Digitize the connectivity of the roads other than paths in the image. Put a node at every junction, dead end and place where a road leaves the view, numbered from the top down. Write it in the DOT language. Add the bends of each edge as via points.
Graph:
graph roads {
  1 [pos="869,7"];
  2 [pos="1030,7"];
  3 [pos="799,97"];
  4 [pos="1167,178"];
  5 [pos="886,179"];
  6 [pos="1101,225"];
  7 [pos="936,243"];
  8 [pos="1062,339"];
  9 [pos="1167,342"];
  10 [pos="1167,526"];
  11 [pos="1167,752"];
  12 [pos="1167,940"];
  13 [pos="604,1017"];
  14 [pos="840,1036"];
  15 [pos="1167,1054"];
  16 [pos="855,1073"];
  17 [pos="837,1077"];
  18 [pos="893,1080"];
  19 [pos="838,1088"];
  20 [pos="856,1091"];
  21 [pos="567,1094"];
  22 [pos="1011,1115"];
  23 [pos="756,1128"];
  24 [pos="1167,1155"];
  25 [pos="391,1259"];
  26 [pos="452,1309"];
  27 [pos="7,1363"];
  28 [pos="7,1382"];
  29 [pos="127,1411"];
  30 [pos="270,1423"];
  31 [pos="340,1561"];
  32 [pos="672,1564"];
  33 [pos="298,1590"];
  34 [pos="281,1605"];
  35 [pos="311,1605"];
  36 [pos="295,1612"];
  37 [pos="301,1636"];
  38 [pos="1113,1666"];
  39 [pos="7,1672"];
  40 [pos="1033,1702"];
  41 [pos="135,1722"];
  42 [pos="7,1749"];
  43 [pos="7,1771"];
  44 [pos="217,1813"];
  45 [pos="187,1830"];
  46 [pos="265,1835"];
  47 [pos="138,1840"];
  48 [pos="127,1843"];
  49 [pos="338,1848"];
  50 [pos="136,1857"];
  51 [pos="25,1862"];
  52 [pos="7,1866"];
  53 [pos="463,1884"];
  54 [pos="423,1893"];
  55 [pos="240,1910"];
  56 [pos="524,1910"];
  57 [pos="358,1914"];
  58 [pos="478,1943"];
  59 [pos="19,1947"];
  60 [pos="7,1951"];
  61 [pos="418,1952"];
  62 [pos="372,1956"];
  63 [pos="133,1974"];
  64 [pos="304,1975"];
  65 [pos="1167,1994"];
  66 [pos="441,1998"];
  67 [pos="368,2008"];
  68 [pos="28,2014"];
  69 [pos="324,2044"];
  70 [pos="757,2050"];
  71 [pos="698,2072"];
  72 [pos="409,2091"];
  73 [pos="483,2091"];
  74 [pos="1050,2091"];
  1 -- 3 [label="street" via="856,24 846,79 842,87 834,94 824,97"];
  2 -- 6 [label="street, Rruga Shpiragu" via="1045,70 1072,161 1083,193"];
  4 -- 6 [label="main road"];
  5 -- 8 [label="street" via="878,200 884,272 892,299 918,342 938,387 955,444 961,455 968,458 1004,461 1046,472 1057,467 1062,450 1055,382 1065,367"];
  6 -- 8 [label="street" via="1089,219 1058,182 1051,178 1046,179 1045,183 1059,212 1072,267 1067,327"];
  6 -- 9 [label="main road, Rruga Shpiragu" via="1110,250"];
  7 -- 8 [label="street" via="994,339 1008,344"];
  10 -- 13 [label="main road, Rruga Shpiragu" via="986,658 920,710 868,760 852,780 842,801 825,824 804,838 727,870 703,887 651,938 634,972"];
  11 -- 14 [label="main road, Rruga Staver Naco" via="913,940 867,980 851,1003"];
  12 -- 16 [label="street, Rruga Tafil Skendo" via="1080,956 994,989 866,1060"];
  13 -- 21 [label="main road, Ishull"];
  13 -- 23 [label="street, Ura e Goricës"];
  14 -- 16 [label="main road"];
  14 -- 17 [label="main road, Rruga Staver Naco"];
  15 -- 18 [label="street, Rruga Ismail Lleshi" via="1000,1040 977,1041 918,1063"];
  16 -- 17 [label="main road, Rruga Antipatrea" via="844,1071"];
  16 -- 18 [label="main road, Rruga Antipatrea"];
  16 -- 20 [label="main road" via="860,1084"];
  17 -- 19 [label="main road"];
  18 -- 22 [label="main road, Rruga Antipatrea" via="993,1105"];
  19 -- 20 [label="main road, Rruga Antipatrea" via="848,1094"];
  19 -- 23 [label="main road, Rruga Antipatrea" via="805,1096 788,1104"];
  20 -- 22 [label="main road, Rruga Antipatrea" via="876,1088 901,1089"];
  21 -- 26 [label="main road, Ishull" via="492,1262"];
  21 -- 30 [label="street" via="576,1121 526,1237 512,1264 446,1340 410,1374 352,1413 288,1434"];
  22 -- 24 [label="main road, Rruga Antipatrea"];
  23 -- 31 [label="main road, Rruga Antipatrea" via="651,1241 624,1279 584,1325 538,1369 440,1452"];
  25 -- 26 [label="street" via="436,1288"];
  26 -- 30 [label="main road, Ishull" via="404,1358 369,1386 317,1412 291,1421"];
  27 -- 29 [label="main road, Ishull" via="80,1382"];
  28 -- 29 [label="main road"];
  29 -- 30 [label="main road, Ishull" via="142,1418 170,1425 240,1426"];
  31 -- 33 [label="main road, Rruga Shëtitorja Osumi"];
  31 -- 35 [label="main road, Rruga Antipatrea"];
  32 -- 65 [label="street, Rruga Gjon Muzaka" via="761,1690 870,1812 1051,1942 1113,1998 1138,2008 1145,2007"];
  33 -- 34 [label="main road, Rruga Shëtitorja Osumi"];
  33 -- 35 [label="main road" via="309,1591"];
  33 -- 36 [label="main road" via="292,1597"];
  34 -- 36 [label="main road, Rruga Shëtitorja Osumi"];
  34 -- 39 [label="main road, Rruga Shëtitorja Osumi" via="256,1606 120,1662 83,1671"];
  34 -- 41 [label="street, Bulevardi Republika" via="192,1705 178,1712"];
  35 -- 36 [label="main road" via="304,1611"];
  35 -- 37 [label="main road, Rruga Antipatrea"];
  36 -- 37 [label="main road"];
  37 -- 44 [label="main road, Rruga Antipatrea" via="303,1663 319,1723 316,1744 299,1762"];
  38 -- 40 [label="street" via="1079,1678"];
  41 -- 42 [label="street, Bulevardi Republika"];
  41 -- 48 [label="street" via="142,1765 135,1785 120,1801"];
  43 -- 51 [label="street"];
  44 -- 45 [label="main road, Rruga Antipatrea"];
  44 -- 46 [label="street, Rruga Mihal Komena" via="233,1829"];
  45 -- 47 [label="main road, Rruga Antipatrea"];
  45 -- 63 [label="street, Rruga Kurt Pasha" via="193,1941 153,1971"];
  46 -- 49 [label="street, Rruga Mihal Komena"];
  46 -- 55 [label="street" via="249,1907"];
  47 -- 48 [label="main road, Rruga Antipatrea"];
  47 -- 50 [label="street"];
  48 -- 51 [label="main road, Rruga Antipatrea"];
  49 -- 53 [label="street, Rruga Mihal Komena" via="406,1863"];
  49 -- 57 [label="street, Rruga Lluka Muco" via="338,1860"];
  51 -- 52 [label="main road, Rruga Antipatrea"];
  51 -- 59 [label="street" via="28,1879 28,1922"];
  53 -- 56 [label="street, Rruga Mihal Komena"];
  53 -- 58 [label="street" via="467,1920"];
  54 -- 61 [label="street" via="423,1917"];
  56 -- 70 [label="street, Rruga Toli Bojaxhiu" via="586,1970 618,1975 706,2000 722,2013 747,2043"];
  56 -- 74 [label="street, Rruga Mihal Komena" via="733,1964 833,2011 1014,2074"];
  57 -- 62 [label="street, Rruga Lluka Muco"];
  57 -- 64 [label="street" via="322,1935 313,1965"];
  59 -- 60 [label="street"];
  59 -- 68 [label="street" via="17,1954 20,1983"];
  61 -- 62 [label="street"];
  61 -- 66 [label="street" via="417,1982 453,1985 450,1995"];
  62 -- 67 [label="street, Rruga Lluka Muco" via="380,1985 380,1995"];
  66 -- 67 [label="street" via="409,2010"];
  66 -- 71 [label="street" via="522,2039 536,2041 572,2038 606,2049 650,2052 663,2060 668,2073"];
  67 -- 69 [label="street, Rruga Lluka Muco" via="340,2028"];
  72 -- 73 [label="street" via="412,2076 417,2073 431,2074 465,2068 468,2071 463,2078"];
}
○ ○ ○
_DIRECTIONS FOR THIS TASK_:
Which lines of the records above contain the word "Republika"? Show each of them.

_WRITTEN RESPONSE_:
  34 -- 41 [label="street, Bulevardi Republika" via="192,1705 178,1712"];
  41 -- 42 [label="street, Bulevardi Republika"];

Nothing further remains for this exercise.